S’il y a bien un réalisateur japonais qui n’a pas disparu ces dernières années, c’est Kurosawa Kiyoshi. Avant que nous disparaissions (Before We Vanish) nous arrive en salles le 14 mars, juste après sa tentative française (Le Secret de la chambre noire) et Creepy l’an passé, alors que son nouveau projet est déjà prêt : Invasion, le montage cinéma de la série Yocho Sanpo Suru Shinryakusha Gekijoban. Rencontre avec le réalisateur venu présenté son incursion dans la Science-Fiction politique à Cannes dans la section Un Certain regard.
S’il s’était fait plutôt rare entre 2008 et 2012, où il s’était perdu dans un projet titanesque avec la Chine, Kurosawa Kiyoshi semble avoir décidé de rattraper le temps perdu et a négocié depuis sa mini-série Shokuzai un come-back conquérant, œuvrant dans tous les genres, entre les pays et les formats (le clip, les films, les séries). Deux ans après Vers l’autre rive, qui lui avait valu le Prix de la mise en scène, le réalisateur revient à Un Certain regard présenter Avant que nous disparaissions.

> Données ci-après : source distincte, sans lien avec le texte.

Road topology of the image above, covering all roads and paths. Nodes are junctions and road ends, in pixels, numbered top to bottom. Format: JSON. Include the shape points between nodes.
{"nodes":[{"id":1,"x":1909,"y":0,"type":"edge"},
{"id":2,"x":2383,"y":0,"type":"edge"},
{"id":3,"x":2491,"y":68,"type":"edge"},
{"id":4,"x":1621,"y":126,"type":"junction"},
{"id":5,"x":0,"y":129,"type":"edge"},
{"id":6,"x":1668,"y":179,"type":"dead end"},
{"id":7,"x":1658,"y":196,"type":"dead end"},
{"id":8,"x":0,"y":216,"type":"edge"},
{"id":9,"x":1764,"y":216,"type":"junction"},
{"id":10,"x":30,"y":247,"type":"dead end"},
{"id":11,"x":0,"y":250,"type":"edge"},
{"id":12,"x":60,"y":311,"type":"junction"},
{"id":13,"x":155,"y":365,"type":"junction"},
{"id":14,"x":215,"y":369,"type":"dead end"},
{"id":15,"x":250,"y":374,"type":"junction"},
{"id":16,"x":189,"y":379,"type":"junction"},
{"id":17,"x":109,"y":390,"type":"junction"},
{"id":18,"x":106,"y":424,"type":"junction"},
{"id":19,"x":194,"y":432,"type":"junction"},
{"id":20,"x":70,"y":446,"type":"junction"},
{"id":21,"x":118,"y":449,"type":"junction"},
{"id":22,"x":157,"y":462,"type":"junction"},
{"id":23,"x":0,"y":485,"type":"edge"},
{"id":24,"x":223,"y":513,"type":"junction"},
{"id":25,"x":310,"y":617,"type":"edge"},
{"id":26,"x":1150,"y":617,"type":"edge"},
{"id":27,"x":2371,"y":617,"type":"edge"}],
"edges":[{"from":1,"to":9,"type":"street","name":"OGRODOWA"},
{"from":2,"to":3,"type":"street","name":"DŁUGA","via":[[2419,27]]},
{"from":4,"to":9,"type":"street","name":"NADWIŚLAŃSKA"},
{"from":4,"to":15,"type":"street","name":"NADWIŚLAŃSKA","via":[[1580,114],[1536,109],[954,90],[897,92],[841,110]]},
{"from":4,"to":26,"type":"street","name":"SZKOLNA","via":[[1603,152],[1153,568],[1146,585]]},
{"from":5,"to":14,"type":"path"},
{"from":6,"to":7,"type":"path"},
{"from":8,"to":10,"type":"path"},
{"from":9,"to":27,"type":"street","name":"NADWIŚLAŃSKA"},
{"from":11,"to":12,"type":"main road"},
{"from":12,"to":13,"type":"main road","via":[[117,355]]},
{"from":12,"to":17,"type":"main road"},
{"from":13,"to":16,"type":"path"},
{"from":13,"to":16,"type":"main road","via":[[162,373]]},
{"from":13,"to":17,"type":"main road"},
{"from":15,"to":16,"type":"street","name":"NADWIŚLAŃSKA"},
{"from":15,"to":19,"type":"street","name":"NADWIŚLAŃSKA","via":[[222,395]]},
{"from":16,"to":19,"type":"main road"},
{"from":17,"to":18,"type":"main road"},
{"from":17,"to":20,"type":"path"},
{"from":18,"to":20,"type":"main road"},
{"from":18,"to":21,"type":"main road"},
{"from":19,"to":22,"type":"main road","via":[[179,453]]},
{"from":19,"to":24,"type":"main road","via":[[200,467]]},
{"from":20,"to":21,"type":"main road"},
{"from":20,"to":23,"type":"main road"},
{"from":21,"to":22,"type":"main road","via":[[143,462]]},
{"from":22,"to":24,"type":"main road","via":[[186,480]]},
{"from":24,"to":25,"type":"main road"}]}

Il y met en scène les prémisses d’une invasion extra-terrestre très conceptuelle, et s’amuse à brouiller les pistes entre les genres : mélodrame, science-fiction paranoïaque, film d’action ou comédie – tous les genres sont harmonieusement mixés sans un film à la tonalité unique, qui prouve la capacité infinie que semble avoir le cinéaste à se renouveler à chaque projet. Nous avons profité de sa venue à Cannes pour évoquer avec lui les mutations de son cinéma, son amour pour le genre et ses nouveaux projets.
Quelle est l’origine de Avant que nous disparaissions ?
Tout a commencé il y a 6 ans, après avoir terminé Tokyo Sonata. Pendant plusieurs années, je n’ai pas pu faire de film. Pendant ce temps, j’ai découvert la pièce qui m’a servi de base pour le scénario de ce film.
On pense en voyant le film aux classiques de la S.-F. politique comme L’invasion des profanateurs de sépultures de Don Siegel. Souhaitiez-vous avec ce film vous inscrire dans cette tradition hollywoodienne ?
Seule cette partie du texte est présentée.